I-5 by ICM In-Box Review

By Ilya Grinberg

We are happy to introduce an in-box review of new ICM kits: Soviet biplanes of early- and mid-30s - Polikarpov I-5.
ICM released two kits of this important biplane: early version with Gnome-Ron Jupiter engine and later version with Soviet-built M-22 engine.

Well, it's time to open boxes. You will find two sprues of dark-green plastic. One of the sprues with wings and horizontal stabilizer details (as well as some smaller parts) is common for both kits. However, the second sprue is completely different nad is unique to each of the models. It contains fuselage halves, landing gear struts and other small details.
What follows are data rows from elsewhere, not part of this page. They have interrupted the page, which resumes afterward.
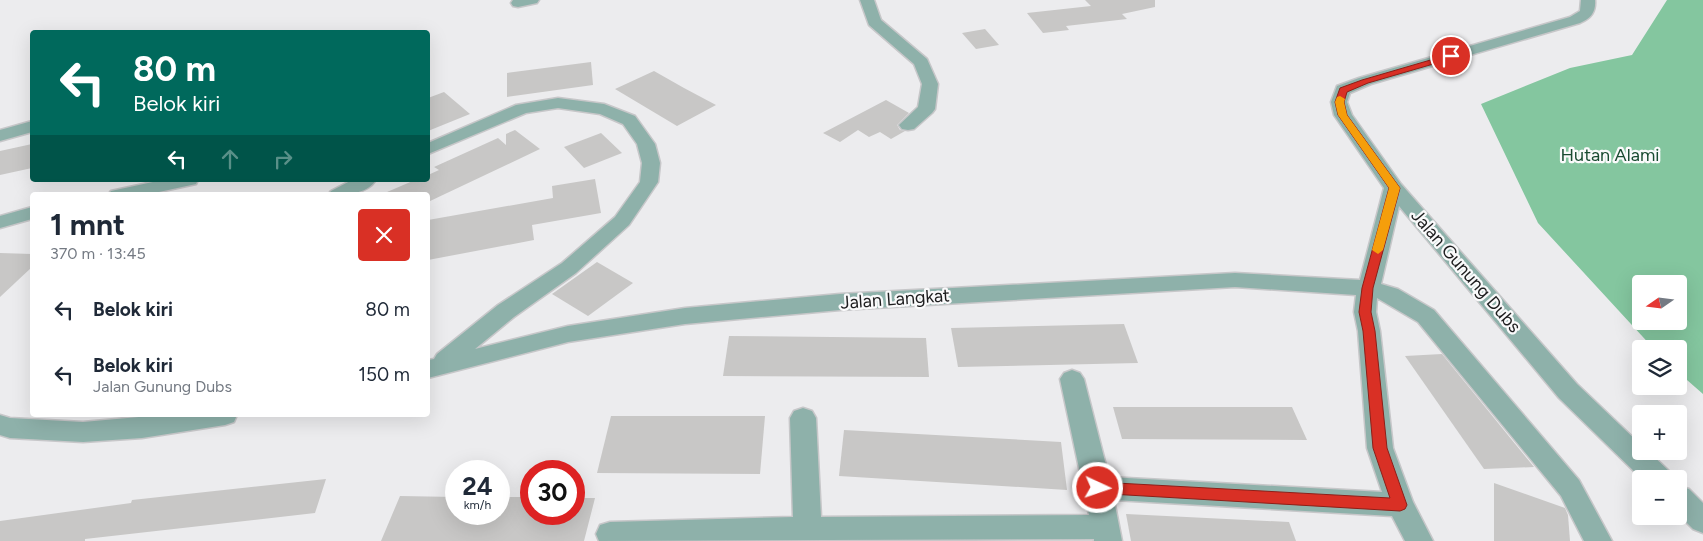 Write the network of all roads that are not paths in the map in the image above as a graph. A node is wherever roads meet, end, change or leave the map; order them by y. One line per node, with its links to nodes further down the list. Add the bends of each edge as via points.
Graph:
1 (867, 0): 3 (street, via 874,22 920,62 930,84 926,109)
2 (1588, 0): 9 (street, Jalan Gunung Dubs, via 1585,15 1575,20 1344,90 1339,102 1343,115)
3 (908, 125)
4 (30, 127): 5 (street)
5 (0, 136)
6 (430, 148): 15 (street, via 522,109 558,103 604,109 629,120 646,144 652,163 649,182 622,221 569,268)
7 (180, 182): 10 (street)
8 (363, 182): 11 (street)
9 (1394, 188): 14 (street); 20 (street, Jalan Gunung Dubs, via 1568,391)
10 (132, 192)
11 (344, 192)
12 (30, 214): 13 (street)
13 (3, 221)
14 (1368, 288): 15 (street, Jalan Langkat, via 1235,280 840,302 684,316 568,334); 22 (street, via 1365,312 1380,448); 29 (street, Jalan Langkat, via 1390,294 1426,316 1570,488)
15 (433, 367)
16 (1072, 379): 21 (street)
17 (211, 417): 19 (street, via 142,428 83,432)
18 (803, 418): 27 (street)
19 (0, 425)
20 (1651, 470)
21 (1098, 488): 22 (street); 26 (street)
22 (1400, 505): 28 (street)
23 (1687, 505): 24 (street)
24 (1703, 521)
25 (610, 534): 27 (street)
26 (1106, 534): 27 (street)
27 (809, 535)
28 (1420, 541)
29 (1598, 541)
The third sprue contains clear parts for the canopy windshield and navigation lights.
Plastic contains very little flash, which is absolutely no problem to remove. There are no sink marks. Surface details are exceptional and contain very fine rivets, hatches, raised panels (where appropriate). Fabric effect is very well done.
The heritage of previous ICM models, such as I-15 and I-16 is evident. For example, engine assembly for I-5 (regular) reminds the one from I-16.
Measurements of the wing shows that everything is well on the scale front: 9.65 m translates into 134 mm - perfect match.
Instructions are done in a typical ICM manner - easy to read and follow.
Regular I-5 is represented in markings of Moscow Military District Air Forces chief I. Pavlov, 1932, as well as much less attractive markings of the unknown unit during summer 1941.
Early version of I-5 shows personal mount of the Red Air Forces Chief Yakov Alksnis - red aircraft with "Klim Voroshilov" inscription on the sides.

New models of important mass-produced biplane of the golden era were long awaited and I have to conclude it was worth waiting for them. These are outstanding models that will add greatly to a collection of any fan of propeller-driven machines.
ICM should be congratulated with another great success.